• _MATERIAL PROVIDED_
•••

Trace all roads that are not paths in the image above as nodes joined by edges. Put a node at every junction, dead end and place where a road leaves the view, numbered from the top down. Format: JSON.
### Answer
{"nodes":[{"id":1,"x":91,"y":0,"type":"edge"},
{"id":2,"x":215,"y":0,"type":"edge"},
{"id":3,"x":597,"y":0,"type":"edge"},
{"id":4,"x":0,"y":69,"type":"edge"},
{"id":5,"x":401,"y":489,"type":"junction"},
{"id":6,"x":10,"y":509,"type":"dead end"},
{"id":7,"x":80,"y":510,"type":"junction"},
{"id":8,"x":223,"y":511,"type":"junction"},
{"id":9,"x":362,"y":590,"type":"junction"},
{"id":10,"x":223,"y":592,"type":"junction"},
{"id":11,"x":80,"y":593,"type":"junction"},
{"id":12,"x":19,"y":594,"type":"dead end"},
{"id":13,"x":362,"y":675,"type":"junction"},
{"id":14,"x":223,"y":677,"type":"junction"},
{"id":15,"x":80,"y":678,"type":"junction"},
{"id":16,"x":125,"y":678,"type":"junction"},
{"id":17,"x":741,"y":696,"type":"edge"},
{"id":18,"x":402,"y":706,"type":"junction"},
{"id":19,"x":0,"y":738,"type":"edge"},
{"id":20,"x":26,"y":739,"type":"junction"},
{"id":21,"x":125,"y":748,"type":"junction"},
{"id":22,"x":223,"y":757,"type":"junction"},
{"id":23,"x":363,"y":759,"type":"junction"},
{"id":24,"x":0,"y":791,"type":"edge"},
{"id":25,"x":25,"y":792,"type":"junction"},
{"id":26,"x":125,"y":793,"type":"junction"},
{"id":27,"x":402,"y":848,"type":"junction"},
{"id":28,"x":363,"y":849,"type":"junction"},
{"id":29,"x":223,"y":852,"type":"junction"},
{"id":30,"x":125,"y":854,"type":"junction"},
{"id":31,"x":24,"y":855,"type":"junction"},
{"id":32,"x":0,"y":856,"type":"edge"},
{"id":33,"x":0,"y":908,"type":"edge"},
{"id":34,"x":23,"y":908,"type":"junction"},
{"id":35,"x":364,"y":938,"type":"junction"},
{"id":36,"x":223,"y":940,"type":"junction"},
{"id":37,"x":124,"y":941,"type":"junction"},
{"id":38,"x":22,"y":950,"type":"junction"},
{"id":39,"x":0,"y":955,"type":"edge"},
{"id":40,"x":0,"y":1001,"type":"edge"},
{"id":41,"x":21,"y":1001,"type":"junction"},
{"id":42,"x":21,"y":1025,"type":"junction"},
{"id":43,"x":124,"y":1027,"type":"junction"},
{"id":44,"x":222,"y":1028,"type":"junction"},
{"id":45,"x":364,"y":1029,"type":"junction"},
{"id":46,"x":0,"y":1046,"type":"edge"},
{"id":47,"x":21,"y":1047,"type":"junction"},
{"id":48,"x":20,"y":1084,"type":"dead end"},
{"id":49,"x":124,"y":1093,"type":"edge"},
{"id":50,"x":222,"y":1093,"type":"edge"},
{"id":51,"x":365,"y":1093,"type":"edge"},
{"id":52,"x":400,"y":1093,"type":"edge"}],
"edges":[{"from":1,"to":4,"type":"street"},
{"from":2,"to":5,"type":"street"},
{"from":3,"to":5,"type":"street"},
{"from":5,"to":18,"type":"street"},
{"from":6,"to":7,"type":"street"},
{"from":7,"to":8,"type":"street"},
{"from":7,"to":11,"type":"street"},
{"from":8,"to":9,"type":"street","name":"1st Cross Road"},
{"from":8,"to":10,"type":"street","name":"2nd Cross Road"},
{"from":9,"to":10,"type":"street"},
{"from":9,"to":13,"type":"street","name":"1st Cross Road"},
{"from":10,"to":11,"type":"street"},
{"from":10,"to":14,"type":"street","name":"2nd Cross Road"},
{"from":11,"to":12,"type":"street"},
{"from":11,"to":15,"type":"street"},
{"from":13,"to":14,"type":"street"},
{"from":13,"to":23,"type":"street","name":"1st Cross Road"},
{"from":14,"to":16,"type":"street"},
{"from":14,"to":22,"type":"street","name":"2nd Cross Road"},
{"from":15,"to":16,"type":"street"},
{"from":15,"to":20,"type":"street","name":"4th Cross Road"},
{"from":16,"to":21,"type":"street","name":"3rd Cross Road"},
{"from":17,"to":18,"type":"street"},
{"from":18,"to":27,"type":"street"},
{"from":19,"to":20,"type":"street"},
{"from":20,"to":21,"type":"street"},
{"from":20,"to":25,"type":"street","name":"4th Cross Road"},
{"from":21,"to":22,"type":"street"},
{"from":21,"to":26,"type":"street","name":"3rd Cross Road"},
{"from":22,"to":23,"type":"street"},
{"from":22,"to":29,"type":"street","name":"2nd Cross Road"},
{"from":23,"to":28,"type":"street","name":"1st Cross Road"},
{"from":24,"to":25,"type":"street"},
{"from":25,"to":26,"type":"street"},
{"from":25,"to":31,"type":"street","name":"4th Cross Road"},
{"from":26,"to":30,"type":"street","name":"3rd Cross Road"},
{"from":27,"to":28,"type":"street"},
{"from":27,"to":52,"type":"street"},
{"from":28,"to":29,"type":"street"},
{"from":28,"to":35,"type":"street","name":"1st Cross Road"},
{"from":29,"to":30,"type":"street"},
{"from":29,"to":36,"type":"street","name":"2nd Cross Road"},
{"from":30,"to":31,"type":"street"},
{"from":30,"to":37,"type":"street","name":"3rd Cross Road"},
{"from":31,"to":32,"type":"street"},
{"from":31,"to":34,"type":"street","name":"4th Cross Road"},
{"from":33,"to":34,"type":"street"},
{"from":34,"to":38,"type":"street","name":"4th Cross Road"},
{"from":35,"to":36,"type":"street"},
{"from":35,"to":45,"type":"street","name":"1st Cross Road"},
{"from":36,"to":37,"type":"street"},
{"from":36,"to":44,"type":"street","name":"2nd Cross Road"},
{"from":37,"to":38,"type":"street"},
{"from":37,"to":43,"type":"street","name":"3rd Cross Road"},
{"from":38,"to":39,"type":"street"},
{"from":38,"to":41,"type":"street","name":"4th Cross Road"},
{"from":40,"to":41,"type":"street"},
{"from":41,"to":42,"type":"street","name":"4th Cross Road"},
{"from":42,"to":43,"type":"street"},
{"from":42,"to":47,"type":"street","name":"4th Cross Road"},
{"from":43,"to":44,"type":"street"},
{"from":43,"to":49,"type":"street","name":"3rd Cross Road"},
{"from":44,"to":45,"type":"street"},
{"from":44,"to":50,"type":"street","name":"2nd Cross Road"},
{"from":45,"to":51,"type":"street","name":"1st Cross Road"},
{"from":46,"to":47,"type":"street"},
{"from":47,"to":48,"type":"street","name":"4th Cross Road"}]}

•••

• _TASK TO COMPLETE_
Copy the lines above that hold the word "nodes".

• _TASK RESULT_
Trace all roads that are not paths in the image above as nodes joined by edges. Put a node at every junction, dead end and place where a road leaves the view, numbered from the top down. Format: JSON.
{"nodes":[{"id":1,"x":91,"y":0,"type":"edge"},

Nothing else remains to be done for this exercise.